Seasonal variation and environmental regulation mechanisms of energy fluxes and energy allocation in dune and meadow ecosystems

Abstract

Surface energy exchange at the canopy-atmosphere interface exerts a substantial influence on microclimate, hydrological cycles, and geochemical processes. This study analyzes eddy covariance data from two observation stations in the Horqin Sandy Land for a period of 10 years (2013–2022) to investigate the temporal patterns and environmental regulatory mechanisms of energy fluxes and their allocation in the dune (A4) and meadow (C4) ecosystems. The findings reveal that net radiation (Rn), latent heat flux (LE), sensible heat flux (H), and ground heat flux (G) in different ecosystems exhibit a unimodal distribution. Both Rn and LE reach their maximum during the mid-vigorous growth phase, whereas G peaks at the onset of the growth period. At the A4 site, H peaks in the early vigorous growth phase, while at the C4 site, H peaks in the late vigorous growth phase. From the dune to the meadow ecosystem, the peak values of LE and Rn increase, and the dominant period of LE extends. Consequently, LE becomes the main component of energy fluxes within the meadow ecosystem.
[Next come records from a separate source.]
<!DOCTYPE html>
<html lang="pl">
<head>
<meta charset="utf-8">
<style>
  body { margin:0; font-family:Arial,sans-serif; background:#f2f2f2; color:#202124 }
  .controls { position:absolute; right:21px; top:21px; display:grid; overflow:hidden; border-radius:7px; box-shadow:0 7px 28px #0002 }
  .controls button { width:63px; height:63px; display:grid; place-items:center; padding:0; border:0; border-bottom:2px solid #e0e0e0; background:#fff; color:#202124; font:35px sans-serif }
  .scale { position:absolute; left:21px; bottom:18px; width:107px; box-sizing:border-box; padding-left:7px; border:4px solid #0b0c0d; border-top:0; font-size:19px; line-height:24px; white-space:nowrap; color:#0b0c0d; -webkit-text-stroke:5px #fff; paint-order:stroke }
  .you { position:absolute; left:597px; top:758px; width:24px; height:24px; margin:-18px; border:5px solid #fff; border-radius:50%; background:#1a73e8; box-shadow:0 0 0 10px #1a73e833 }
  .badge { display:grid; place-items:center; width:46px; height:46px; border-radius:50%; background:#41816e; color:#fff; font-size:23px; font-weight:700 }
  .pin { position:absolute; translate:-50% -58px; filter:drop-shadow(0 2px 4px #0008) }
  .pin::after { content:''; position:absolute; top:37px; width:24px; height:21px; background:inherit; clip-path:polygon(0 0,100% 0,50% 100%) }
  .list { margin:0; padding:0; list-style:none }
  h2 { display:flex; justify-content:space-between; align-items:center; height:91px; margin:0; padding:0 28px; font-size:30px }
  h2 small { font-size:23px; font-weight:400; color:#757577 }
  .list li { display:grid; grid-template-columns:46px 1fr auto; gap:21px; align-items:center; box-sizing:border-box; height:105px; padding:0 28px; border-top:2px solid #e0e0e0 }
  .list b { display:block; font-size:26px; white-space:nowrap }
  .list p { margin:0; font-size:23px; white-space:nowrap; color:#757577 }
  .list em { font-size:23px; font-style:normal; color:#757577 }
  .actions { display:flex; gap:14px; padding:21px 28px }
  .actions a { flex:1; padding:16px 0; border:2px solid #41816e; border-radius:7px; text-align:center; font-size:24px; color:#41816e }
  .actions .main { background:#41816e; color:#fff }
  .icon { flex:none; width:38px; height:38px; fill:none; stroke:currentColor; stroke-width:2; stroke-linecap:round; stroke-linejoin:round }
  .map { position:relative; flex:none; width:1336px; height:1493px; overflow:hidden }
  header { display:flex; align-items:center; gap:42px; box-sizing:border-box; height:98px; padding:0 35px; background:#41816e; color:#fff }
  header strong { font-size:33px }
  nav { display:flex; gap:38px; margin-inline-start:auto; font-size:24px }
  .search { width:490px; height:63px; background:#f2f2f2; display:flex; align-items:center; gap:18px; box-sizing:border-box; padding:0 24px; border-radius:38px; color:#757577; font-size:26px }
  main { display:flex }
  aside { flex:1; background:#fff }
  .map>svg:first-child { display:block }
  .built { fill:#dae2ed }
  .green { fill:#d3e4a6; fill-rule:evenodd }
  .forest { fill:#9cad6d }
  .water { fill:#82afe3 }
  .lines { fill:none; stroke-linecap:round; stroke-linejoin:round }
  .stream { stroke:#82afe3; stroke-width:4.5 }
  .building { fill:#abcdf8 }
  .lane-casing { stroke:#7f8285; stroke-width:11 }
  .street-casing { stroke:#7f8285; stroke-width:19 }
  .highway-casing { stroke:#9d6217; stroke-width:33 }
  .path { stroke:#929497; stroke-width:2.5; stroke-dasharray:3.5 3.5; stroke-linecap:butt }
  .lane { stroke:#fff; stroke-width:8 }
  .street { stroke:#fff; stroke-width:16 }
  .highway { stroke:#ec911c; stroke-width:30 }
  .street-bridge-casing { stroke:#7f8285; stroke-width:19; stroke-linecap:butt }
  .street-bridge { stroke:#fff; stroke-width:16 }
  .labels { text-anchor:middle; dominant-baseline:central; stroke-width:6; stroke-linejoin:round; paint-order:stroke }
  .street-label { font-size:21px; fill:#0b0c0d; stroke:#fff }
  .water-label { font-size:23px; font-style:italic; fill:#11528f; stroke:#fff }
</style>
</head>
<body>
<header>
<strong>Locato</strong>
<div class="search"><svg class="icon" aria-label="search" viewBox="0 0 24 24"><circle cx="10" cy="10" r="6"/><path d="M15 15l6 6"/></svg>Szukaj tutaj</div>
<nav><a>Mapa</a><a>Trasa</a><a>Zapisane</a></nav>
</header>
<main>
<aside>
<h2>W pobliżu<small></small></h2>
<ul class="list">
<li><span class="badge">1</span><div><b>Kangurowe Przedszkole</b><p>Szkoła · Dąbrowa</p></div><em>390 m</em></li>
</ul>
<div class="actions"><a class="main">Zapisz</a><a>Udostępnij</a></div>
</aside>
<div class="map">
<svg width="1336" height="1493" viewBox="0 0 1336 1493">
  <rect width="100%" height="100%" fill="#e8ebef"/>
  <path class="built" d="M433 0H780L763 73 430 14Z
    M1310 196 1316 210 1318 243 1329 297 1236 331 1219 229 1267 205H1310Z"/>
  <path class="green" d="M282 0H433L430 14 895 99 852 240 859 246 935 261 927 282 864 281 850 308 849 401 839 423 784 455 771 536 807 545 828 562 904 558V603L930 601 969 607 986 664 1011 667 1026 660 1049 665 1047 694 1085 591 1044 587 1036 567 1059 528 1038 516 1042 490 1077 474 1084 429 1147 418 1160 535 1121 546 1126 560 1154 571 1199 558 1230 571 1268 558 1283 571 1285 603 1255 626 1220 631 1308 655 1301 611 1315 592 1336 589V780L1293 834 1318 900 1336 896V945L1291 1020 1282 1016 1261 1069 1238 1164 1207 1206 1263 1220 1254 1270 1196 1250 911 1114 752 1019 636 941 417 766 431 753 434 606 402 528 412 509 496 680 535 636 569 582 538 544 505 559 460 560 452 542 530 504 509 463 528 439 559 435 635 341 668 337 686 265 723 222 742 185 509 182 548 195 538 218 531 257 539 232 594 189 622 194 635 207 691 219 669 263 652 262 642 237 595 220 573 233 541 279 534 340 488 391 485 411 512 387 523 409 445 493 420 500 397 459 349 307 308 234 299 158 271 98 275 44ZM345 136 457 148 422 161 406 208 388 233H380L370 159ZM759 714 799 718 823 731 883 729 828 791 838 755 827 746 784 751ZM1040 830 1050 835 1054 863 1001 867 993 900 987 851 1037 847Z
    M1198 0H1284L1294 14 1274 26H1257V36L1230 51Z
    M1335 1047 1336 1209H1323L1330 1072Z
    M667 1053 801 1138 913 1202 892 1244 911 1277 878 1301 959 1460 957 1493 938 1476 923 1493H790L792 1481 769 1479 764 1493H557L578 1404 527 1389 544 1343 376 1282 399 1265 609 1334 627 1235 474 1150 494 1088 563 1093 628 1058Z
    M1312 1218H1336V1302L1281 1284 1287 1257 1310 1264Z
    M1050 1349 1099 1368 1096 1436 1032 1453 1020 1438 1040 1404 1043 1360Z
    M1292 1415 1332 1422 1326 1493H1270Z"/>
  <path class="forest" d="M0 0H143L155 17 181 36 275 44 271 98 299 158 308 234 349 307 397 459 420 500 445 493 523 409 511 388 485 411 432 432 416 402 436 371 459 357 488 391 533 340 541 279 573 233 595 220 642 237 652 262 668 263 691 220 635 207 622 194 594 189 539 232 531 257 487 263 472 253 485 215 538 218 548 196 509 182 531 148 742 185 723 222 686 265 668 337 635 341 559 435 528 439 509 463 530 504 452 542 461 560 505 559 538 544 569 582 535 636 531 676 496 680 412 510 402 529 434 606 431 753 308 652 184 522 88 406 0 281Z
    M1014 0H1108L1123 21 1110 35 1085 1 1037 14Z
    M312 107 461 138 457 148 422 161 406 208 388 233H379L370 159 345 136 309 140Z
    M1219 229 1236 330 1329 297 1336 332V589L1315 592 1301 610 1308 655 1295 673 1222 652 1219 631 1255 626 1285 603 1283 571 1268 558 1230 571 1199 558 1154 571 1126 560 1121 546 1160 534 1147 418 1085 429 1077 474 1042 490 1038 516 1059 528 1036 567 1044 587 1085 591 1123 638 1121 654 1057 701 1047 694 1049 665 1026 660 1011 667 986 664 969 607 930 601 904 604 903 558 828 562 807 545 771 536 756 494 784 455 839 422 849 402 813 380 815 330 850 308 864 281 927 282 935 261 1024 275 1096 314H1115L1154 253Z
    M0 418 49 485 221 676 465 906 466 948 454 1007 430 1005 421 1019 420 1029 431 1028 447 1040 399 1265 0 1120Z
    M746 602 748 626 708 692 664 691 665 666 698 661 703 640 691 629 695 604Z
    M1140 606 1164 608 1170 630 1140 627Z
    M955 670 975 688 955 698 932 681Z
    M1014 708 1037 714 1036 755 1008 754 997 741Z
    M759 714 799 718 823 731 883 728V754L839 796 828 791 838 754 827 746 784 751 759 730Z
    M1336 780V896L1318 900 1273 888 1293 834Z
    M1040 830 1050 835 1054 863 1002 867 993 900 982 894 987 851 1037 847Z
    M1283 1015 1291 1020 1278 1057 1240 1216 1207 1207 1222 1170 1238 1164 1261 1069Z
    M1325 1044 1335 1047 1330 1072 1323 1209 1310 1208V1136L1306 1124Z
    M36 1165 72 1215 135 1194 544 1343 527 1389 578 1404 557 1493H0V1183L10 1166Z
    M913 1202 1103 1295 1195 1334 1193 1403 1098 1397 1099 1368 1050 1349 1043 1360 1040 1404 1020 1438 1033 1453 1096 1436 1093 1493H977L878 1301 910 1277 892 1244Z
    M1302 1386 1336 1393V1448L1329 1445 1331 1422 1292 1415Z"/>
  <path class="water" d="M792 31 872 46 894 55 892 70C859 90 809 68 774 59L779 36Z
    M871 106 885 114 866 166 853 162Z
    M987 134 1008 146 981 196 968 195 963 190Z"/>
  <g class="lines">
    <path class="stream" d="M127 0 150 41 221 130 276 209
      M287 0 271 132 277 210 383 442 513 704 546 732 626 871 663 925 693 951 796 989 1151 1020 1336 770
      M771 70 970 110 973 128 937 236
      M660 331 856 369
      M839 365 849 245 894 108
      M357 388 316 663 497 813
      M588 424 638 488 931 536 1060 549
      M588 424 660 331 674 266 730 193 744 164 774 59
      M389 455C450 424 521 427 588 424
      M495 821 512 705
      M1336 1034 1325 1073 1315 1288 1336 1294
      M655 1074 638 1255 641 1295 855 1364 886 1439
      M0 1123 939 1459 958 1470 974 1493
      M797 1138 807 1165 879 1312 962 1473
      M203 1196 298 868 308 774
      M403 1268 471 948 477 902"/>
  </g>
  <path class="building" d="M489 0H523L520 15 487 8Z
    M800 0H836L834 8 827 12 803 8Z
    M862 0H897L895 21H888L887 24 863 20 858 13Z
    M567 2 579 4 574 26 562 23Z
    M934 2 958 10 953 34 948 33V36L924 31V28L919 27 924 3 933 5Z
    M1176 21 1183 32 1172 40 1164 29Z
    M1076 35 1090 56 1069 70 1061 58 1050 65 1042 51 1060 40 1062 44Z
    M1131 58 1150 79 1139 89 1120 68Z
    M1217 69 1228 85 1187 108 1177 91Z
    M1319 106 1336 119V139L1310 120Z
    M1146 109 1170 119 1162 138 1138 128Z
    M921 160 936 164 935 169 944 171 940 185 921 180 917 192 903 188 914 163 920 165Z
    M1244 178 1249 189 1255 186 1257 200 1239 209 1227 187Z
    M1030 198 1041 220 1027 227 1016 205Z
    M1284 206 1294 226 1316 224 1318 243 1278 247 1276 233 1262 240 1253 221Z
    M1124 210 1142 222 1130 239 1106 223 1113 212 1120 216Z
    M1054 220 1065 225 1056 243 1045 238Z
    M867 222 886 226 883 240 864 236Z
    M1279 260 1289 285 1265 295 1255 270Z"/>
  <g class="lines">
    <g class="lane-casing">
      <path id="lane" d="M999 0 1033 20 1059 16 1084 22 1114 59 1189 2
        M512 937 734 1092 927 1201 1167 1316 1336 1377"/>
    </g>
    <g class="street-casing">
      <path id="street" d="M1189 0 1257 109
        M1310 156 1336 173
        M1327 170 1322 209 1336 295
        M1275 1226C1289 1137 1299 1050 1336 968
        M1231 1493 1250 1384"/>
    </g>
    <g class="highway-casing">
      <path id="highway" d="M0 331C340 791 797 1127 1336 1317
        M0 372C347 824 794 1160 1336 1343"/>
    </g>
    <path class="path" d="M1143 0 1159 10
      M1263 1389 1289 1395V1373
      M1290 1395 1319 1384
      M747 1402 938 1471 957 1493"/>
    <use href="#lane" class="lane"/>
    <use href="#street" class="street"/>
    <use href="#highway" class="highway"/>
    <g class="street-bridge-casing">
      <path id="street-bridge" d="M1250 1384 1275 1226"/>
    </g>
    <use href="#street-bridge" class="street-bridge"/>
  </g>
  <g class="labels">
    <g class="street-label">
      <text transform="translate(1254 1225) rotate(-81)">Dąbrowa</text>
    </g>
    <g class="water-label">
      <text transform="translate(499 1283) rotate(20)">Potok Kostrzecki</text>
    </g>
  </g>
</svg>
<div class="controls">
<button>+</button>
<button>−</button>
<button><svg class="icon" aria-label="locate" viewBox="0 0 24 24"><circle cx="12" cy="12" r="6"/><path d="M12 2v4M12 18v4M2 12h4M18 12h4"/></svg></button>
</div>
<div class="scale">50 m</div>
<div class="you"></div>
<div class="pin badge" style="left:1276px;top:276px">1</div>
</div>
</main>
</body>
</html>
Climate and vegetation factors jointly regulate the temporal variation of energy fluxes and their allocation. From the dune to the meadow ecosystem, the influence of canopy conductance (gc) becomes more pronounced. This study highlights the importance of vegetation, particularly the significance of physiological control in determining the seasonal patterns of energy fluxes and allocation in water-limited arid and semi-arid ecosystems. Moreover, the observed sensitivity of energy allocation to vegetation changes suggests that, under future climate scenarios, attention should be given to the response of ecosystem energy transfer to greening trends in arid and semi-arid regions.